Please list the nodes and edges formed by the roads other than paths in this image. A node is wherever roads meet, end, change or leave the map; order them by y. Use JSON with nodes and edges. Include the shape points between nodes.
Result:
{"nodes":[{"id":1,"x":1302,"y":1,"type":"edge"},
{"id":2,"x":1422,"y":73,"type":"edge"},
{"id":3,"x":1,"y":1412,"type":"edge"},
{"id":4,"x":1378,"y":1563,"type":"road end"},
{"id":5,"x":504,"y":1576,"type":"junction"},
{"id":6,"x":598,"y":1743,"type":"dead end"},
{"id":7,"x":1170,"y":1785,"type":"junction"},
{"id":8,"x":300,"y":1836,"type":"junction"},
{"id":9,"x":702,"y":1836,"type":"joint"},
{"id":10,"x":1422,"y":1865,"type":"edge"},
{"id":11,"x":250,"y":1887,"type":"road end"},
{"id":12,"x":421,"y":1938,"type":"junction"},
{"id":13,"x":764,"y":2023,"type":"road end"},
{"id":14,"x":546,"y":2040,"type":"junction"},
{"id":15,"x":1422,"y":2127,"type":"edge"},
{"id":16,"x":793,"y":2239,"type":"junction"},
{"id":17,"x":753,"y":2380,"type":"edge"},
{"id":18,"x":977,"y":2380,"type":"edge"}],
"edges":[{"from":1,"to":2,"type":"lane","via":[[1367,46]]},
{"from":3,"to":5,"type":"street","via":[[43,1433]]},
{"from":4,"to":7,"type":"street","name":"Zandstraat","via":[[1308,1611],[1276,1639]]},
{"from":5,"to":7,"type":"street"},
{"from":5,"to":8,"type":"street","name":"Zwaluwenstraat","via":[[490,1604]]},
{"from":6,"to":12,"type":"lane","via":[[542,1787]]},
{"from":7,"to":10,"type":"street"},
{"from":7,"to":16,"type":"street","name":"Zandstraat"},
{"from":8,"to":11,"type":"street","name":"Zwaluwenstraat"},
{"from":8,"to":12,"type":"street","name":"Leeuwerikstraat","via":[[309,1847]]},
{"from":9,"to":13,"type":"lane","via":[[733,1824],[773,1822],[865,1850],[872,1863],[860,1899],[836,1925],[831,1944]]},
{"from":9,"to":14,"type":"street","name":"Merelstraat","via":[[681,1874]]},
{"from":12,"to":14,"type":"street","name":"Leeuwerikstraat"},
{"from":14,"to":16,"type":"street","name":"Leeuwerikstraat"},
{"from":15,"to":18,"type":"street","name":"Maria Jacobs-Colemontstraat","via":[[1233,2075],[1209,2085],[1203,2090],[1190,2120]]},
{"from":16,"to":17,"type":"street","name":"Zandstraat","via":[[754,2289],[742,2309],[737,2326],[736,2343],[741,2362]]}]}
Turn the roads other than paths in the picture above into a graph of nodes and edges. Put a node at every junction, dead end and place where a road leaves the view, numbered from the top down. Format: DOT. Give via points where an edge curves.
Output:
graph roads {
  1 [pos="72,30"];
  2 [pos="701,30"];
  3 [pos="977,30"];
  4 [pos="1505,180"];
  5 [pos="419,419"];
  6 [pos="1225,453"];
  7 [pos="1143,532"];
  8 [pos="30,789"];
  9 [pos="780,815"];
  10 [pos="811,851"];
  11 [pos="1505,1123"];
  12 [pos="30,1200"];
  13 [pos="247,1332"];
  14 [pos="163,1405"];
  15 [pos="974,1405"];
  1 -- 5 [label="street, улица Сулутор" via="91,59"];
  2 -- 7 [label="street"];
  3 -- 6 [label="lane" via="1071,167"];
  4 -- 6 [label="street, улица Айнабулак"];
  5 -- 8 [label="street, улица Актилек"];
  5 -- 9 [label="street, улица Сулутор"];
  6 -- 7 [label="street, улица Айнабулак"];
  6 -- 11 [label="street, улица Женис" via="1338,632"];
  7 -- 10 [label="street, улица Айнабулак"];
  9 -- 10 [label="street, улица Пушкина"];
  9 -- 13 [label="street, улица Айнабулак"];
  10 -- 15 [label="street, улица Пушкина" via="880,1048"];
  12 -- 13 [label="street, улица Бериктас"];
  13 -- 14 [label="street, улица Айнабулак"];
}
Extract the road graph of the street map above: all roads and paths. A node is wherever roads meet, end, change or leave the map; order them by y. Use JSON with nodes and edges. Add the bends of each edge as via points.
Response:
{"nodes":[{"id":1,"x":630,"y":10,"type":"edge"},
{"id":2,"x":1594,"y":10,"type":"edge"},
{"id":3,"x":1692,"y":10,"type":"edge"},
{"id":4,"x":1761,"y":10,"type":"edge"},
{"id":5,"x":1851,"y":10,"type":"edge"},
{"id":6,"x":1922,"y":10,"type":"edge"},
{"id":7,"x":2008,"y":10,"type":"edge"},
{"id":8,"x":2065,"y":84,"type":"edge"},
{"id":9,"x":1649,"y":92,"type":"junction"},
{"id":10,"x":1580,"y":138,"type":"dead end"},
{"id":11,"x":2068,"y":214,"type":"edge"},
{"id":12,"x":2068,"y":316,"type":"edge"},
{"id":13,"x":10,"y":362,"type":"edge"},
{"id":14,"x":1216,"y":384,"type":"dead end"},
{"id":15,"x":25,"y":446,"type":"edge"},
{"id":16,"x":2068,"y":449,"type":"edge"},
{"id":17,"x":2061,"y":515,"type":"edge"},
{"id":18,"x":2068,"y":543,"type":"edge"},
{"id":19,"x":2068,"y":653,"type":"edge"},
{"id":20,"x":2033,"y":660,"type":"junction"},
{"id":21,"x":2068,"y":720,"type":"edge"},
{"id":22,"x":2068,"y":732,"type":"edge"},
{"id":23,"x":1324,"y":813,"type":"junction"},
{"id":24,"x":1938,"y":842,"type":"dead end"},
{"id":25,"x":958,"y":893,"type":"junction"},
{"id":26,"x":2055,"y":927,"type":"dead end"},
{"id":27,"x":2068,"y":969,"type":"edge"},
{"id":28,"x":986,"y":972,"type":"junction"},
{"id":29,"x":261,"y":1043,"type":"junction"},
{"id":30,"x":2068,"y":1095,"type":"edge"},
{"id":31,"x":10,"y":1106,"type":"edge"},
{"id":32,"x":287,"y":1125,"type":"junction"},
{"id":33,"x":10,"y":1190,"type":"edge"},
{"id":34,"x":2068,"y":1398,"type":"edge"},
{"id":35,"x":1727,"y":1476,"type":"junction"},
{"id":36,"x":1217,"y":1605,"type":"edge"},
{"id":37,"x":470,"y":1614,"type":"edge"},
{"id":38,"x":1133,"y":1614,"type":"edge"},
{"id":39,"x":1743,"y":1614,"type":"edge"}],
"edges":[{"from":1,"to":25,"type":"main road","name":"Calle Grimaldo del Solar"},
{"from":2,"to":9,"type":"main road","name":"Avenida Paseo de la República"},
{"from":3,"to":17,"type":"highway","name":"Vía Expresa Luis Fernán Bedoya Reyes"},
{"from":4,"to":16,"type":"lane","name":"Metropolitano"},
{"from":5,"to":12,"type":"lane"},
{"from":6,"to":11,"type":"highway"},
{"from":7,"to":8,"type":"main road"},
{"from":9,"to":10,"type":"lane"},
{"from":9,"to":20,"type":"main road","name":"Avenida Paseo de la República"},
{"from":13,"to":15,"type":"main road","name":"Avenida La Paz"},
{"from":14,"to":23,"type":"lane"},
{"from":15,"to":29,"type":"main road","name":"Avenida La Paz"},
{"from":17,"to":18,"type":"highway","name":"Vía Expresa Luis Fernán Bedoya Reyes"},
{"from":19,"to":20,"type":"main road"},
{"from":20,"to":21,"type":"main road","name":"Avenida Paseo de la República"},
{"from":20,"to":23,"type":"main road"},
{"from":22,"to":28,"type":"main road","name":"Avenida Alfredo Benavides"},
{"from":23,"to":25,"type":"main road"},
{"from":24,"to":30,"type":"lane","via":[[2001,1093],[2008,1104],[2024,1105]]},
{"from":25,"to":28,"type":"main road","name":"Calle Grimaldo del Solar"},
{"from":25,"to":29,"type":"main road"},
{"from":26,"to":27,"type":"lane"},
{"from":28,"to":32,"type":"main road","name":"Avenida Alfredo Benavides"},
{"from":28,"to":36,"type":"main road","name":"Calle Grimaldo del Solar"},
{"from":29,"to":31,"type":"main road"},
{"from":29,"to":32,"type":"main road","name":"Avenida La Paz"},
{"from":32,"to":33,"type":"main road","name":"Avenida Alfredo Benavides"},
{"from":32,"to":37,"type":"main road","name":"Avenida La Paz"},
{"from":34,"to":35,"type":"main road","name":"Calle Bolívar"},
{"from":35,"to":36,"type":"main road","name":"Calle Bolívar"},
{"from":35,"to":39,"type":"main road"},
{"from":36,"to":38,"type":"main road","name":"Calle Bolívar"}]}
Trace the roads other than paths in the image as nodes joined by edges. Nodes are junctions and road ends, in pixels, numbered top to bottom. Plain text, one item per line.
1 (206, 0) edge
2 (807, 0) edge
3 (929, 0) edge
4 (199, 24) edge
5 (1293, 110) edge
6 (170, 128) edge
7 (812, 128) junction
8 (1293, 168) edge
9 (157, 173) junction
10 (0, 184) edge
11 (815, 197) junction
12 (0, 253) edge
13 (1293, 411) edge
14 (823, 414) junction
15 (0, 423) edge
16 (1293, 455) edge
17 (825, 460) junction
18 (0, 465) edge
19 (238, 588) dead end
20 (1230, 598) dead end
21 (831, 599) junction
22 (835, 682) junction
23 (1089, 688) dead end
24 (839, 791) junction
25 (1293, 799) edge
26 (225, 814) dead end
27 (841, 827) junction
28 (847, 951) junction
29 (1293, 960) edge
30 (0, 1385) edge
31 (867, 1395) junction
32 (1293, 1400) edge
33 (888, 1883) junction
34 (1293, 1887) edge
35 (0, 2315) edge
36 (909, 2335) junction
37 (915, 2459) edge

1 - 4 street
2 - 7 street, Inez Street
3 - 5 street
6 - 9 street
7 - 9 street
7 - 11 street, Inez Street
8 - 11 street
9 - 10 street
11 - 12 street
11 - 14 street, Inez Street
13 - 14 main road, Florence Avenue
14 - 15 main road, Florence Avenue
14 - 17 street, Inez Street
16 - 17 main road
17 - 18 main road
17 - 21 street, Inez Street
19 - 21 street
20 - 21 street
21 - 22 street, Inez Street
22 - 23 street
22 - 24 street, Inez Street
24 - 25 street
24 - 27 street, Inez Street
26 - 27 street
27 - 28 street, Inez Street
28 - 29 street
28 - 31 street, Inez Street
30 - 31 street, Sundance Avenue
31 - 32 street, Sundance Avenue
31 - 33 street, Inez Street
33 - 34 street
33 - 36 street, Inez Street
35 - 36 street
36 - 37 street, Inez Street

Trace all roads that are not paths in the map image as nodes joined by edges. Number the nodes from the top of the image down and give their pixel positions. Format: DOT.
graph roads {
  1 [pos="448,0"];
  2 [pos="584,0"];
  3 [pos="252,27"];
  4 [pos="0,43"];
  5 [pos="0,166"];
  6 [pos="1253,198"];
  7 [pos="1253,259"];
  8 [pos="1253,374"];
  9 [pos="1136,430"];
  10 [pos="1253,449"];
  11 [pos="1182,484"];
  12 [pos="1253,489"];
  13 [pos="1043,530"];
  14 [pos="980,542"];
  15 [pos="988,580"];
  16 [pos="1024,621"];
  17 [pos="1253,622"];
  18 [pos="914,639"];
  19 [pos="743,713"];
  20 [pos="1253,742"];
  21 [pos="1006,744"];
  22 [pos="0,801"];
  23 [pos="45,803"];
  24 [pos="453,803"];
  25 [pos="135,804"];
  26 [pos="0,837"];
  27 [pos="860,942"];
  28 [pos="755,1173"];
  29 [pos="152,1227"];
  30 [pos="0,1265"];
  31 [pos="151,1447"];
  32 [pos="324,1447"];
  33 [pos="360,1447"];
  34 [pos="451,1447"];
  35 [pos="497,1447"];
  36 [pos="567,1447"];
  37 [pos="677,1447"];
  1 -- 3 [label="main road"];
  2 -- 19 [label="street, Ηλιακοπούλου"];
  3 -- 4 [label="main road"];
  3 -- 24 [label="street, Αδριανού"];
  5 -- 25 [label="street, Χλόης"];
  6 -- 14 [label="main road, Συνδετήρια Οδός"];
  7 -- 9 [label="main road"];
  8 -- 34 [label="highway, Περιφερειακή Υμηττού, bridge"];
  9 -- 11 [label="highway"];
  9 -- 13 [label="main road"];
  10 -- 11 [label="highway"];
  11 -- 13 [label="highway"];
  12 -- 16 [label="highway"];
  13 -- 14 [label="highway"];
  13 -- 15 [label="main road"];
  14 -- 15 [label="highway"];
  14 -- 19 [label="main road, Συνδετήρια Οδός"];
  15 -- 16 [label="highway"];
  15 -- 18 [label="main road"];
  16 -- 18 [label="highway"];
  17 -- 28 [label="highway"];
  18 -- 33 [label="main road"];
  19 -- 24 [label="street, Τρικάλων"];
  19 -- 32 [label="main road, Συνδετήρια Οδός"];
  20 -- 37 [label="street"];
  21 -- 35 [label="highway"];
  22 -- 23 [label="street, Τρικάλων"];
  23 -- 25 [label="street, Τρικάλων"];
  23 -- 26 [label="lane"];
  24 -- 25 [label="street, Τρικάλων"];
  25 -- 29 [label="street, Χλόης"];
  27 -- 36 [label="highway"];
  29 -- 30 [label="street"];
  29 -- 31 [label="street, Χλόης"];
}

○ ○ ○ ○ ○

Working through the records, copy each line in which the word "Τρικάλων" appears.

  19 -- 24 [label="street, Τρικάλων"];
  22 -- 23 [label="street, Τρικάλων"];
  23 -- 25 [label="street, Τρικάλων"];
  24 -- 25 [label="street, Τρικάλων"];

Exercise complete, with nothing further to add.